Bug 1923157 - Ingress traffic performance drop due to NodePort services
Summary: Ingress traffic performance drop due to NodePort services
Keywords:
Status: CLOSED ERRATA
Alias: None
Product: OpenShift Container Platform
Classification: Red Hat
Component: Networking
Version: 4.7
Hardware: x86_64
OS: Unspecified
high
high
Target Milestone: ---
: 4.8.0
Assignee: Alexander Constantinescu
QA Contact: Kedar Kulkarni
URL:
Whiteboard:
Depends On:
Blocks: 1937238
TreeView+ depends on / blocked
 
Reported: 2021-02-01 13:37 UTC by Raul Sevilla
Modified: 2021-07-27 22:38 UTC (History)
9 users (show)

Fixed In Version:
Doc Type: If docs needed, set a value
Doc Text:
Clone Of:
: 1937238 (view as bug list)
Environment:
Last Closed: 2021-07-27 22:37:35 UTC
Target Upstream Version:


Attachments (Terms of Use)
nftables ruleset from infrastructure node (160.50 KB, text/plain)
2021-02-01 13:37 UTC, Raul Sevilla
no flags Details
Perf profile from the infrastructure node while running test in 500 NodePort services scenarios (1.83 MB, application/octet-stream)
2021-02-01 13:39 UTC, Raul Sevilla
no flags Details


Links
System ID Private Priority Status Summary Last Updated
Red Hat Product Errata RHSA-2021:2438 0 None None None 2021-07-27 22:38:06 UTC

Description Raul Sevilla 2021-02-01 13:37:17 UTC
Created attachment 1752834 [details]
nftables ruleset from infrastructure node

In OVNKubernetes based clusters, there's a big http ingress performance drop in clusters with a relatively high number NodePort services (This performance drop is not present in OpenShiftSDN scenarios). Our first findings show that, this performance degradation grows proportionally with the number of NodePort services available in the cluster. It's important to note that this ingress performance degradation happens even when these NodePort services are not backing the ingress route we use for the test, which is the case for the examples along in this message.
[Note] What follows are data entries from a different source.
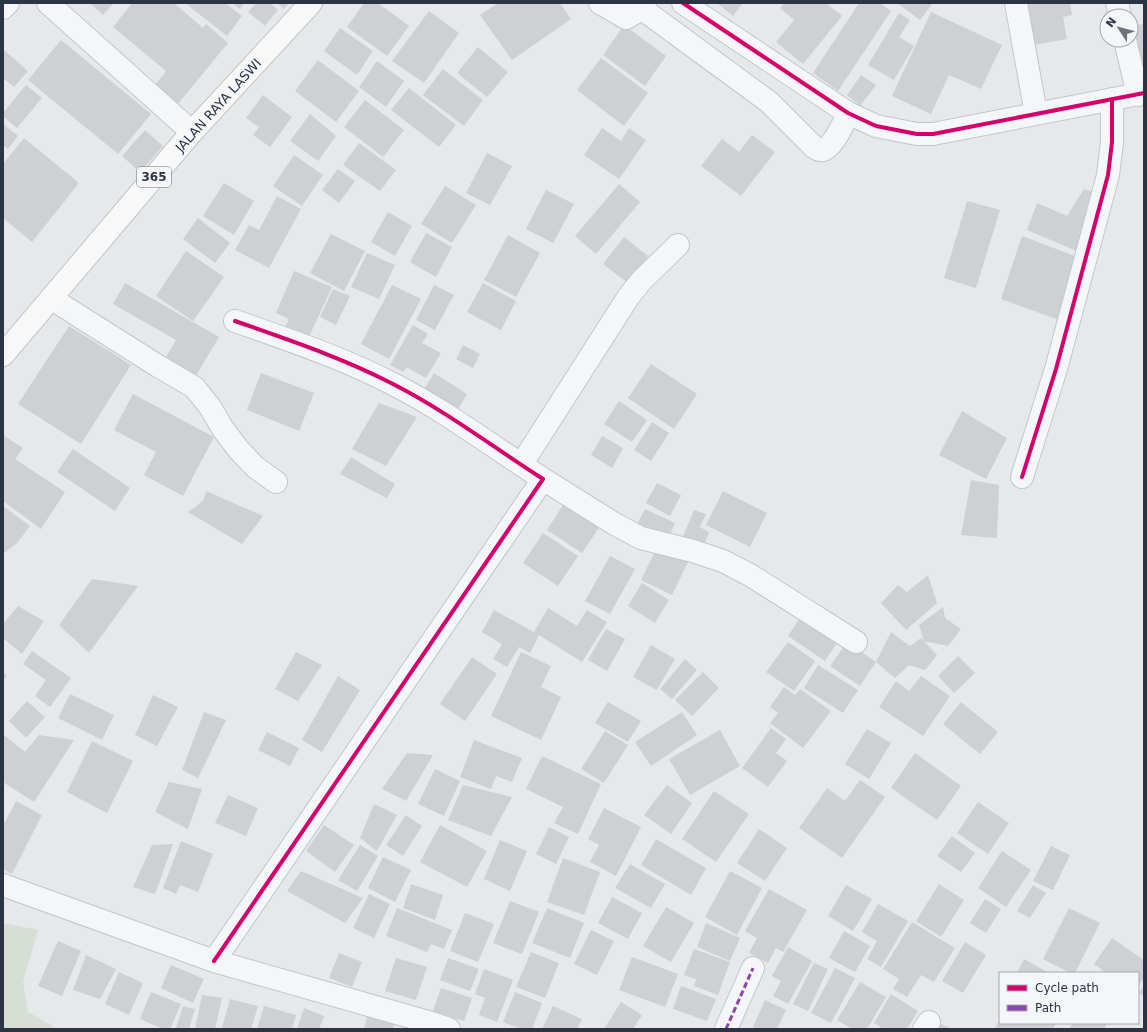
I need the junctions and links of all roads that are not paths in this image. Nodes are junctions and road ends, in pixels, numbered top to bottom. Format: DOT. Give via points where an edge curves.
graph roads {
  1 [pos="8,3"];
  2 [pos="48,3"];
  3 [pos="310,3"];
  4 [pos="600,3"];
  5 [pos="683,3"];
  6 [pos="1016,3"];
  7 [pos="641,5"];
  8 [pos="3,8"];
  9 [pos="1127,48"];
  10 [pos="1141,94"];
  11 [pos="1112,99"];
  12 [pos="1036,114"];
  13 [pos="846,116"];
  14 [pos="192,132"];
  15 [pos="678,245"];
  16 [pos="52,299"];
  17 [pos="235,321"];
  18 [pos="3,355"];
  19 [pos="521,465"];
  20 [pos="1022,477"];
  21 [pos="543,479"];
  22 [pos="276,482"];
  23 [pos="856,642"];
  24 [pos="3,885"];
  25 [pos="214,960"];
  26 [pos="753,968"];
  27 [pos="449,1029"];
  28 [pos="726,1029"];
  1 -- 8 [label="street"];
  2 -- 14 [label="street"];
  3 -- 14 [label="main road, JALAN RAYA LASWI / 365"];
  4 -- 7 [label="street" via="626,18"];
  5 -- 13 [label="street"];
  6 -- 12 [label="street"];
  7 -- 13 [label="street" via="769,102 818,150 830,145"];
  9 -- 10 [label="street"];
  10 -- 11 [label="street"];
  11 -- 12 [label="street"];
  11 -- 20 [label="street" via="1112,142 1108,175 1056,369"];
  12 -- 13 [label="street" via="933,134 917,134 876,126"];
  14 -- 16 [label="main road, JALAN RAYA LASWI / 365"];
  15 -- 19 [label="street" via="629,296"];
  16 -- 18 [label="main road, JALAN RAYA LASWI / 365"];
  16 -- 22 [label="street" via="194,387 238,449 255,468"];
  17 -- 19 [label="street" via="332,356 394,385 461,423"];
  19 -- 21 [label="street"];
  21 -- 23 [label="street" via="641,538 722,561 750,575"];
  21 -- 25 [label="street"];
  24 -- 25 [label="street"];
  25 -- 27 [label="street"];
  26 -- 28 [label="street"];
}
The examples below belong to a 3 worker node (m5.2xlarge) cluster with one ingress controller running on top of a infra node (m5.12xlarge).
The client pod (mb) is running on a different node (m5.4xlarge) using HostNetwork, the test performed uses mb client against 1 http route backed by 1 ClusterIP service backed by 100 nginx pods serving static content.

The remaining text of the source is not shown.